Enhanced regulatory and law enforcement frameworks are needed, both domestically and at a global level, to address developments in these markets and activities. Where crypto technology is performing an equivalent economic function to one performed in the traditional financial sector, the FPC judges that this should take place within existing regulatory arrangements, and that the regulatory perimeter be adapted as necessary to ensure an equivalent regulatory outcome. This would likely require the expansion of the role of existing macro and microprudential, conduct, and market integrity regulators, and close co-ordination amongst them. The FPC will, where necessary, make Recommendations to HM Treasury regarding gaps in the regulatory perimeter, consistent with its statutory responsibilities; decisions on adapting the regulatory perimeter would be for the Government to take.

The FPC supports the work of the FSB as it coordinates the international approach to unbacked cryptoassets. Domestically, the FPC supports the work of the HM Treasury-FCA- Bank Cryptoassets Taskforce on assessing the regulatory approach to unbacked cryptoassets and their associated markets. The FPC also welcomes the Dear CEO letter issued by the PRA reminding banks of their obligations with respect to cryptoasset exposures, and the FCA statement reminding firms of their obligations when interacting with or exposed to cryptoassets. Such actions are important given the pace of growth in this area.

The FPC will continue to pay close attention to developments and will seek to ensure that the UK financial system is resilient to risks that may arise from cryptoassets.

Systemic stablecoins

Stablecoins are digital tokens that claim to maintain a stable value at all times, primarily in relation to existing national currencies. They could provide benefits to users but will be adopted widely and become successful as a means of payment only if they meet appropriate standards and confidence in their value is assured.

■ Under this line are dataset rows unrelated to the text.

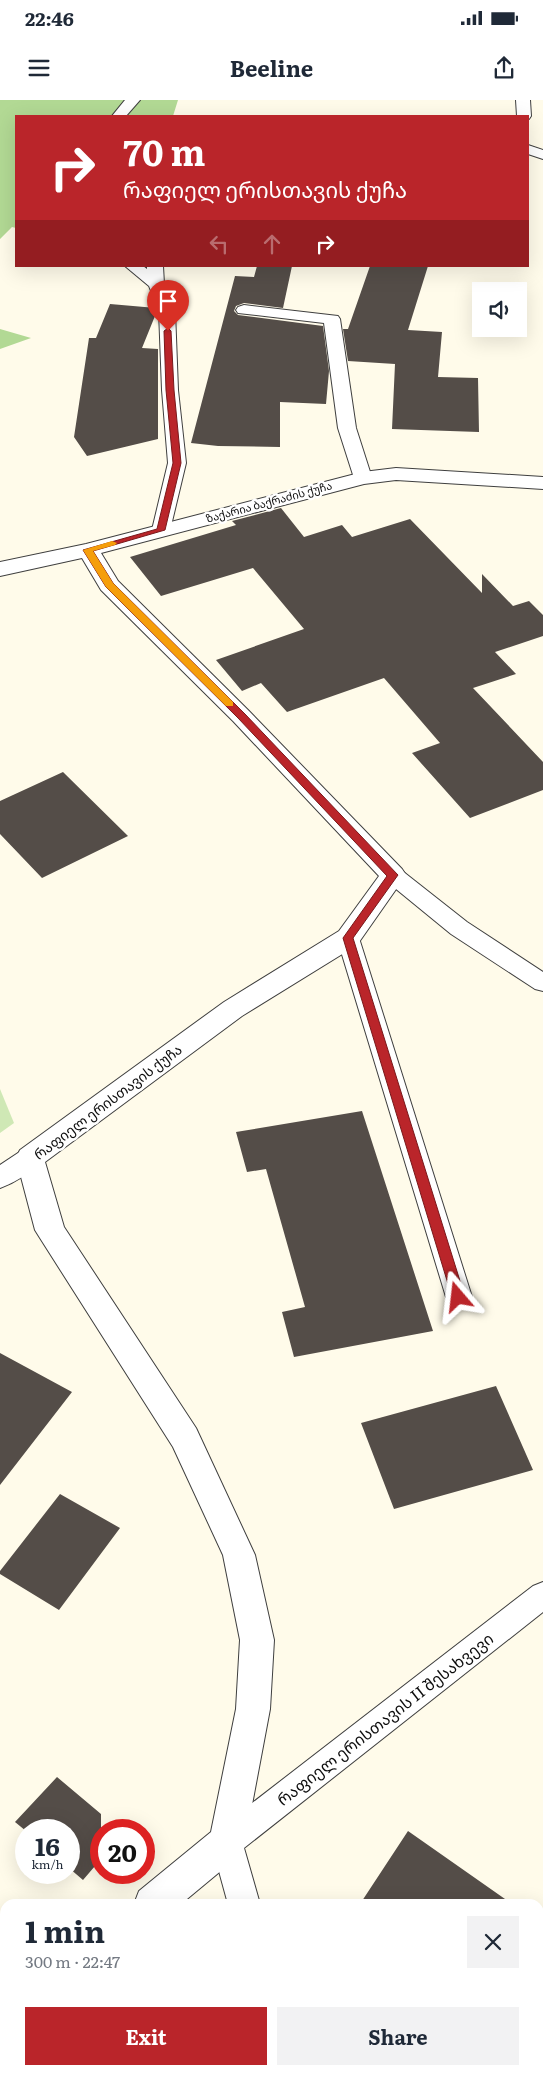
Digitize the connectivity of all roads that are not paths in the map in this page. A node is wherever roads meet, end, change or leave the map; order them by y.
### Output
1 (133, 100) edge
2 (523, 100) edge
3 (120, 115) edge
4 (524, 115) edge
5 (529, 149) edge
6 (543, 155) edge
7 (134, 267) edge
8 (156, 267) edge
9 (156, 284) junction
10 (244, 310) dead end
11 (363, 478) junction
12 (543, 483) edge
13 (161, 530) junction
14 (88, 550) junction
15 (0, 569) edge
16 (393, 875) junction
17 (348, 938) junction
18 (543, 983) edge
19 (30, 1158) junction
20 (0, 1178) edge
21 (458, 1297) dead end
22 (543, 1596) edge
23 (227, 1842) junction
24 (158, 1899) edge
25 (243, 1899) edge

1 - 3 lane
2 - 4 lane
5 - 6 lane
7 - 9 lane
8 - 9 lane
9 - 13 lane
10 - 11 lane
11 - 12 street, ზაქარია ბაქრაძის ქუჩა
11 - 13 street, ზაქარია ბაქრაძის ქუჩა
13 - 14 street, ზაქარია ბაქრაძის ქუჩა
14 - 15 street, ზაქარია ბაქრაძის ქუჩა
14 - 16 street
16 - 17 street, რაფიელ ერისთავის ქუჩა
16 - 18 lane
17 - 19 street, რაფიელ ერისთავის ქუჩა
17 - 21 lane
19 - 20 lane
19 - 23 street, რაფიელ ერისთავის ქუჩა
22 - 23 lane, რაფიელ ერისთავის II შესახვევი
23 - 24 street
23 - 25 lane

The FPC has previously set out its expectation that stablecoins used in systemic payments systems should meet equivalent standards to those that apply for commercial bank money. The FPC noted HM Treasury’s proposal for a regulatory regime for stablecoins, including bringing systemic stablecoins into the Bank’s regulatory remit.

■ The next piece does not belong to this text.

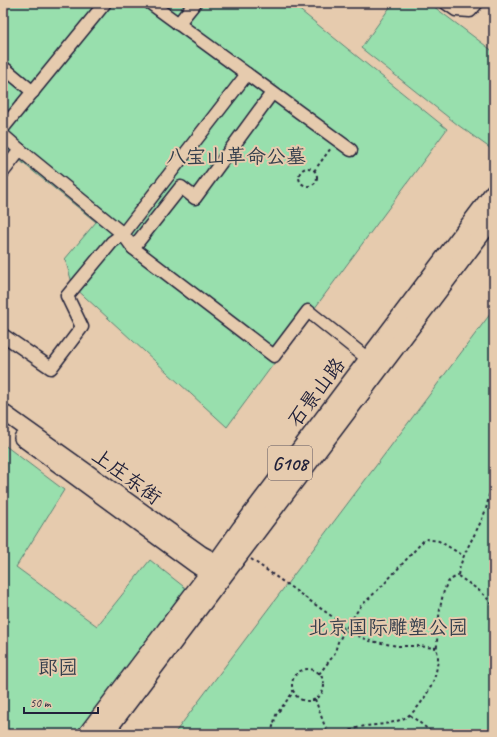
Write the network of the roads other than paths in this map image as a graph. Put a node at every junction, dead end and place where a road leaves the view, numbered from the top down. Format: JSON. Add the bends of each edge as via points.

The Bank has published a summary of responses to its Discussion Paper (DP) on new forms of digital money, and is currently considering the possible regulatory models discussed in light of these responses. With this in mind, the FPC has considered how a non-bank stablecoin could meet its expectations in the absence of a ‘backstop’ to compensate depositors in the event of failure. For banks, backstops include a resolution regime and the Financial Services Compensation Scheme (FSCS) deposit guarantee scheme, but such arrangements are generally not available for non-banks.

In the absence of such a backstop, regulatory safeguards will be needed for a non-bank systemic stablecoin to ensure that the coin issuance is fully backed with high quality and liquid assets, alongside loss absorbing capital as necessary, to compensate coinholders in the event that the stablecoin fails. In addition, the regulatory regime will need to mitigate operational risks (such as fraud or technological failure). These risks could result in a shortfall of backing assets relative to the coins in issuance, or prevent funds from being returned rapidly to coinholders.

On balance, the FPC judges that a systemic stablecoin issued by a non-bank without a resolution regime and deposit guarantee scheme could meet its expectations, provided the Bank applies a regulatory framework that is designed to mitigate these risks to financial stability.

It is likely some non-systemic stablecoin issuers will adopt a model in which coins are backed with deposits at a commercial bank. This model poses significant financial stability risks if pursued at scale. The FPC judges that a systemic stablecoin that is backed by a deposit with a commercial bank would introduce undesirable financial stability risks. The Bank and FCA intend to carry out further work on the regulatory framework for stablecoins, and subject to the outcome of HM Treasury’s consultation, the Bank intends to consult on its proposed regulatory model for systemic stablecoins in 2023.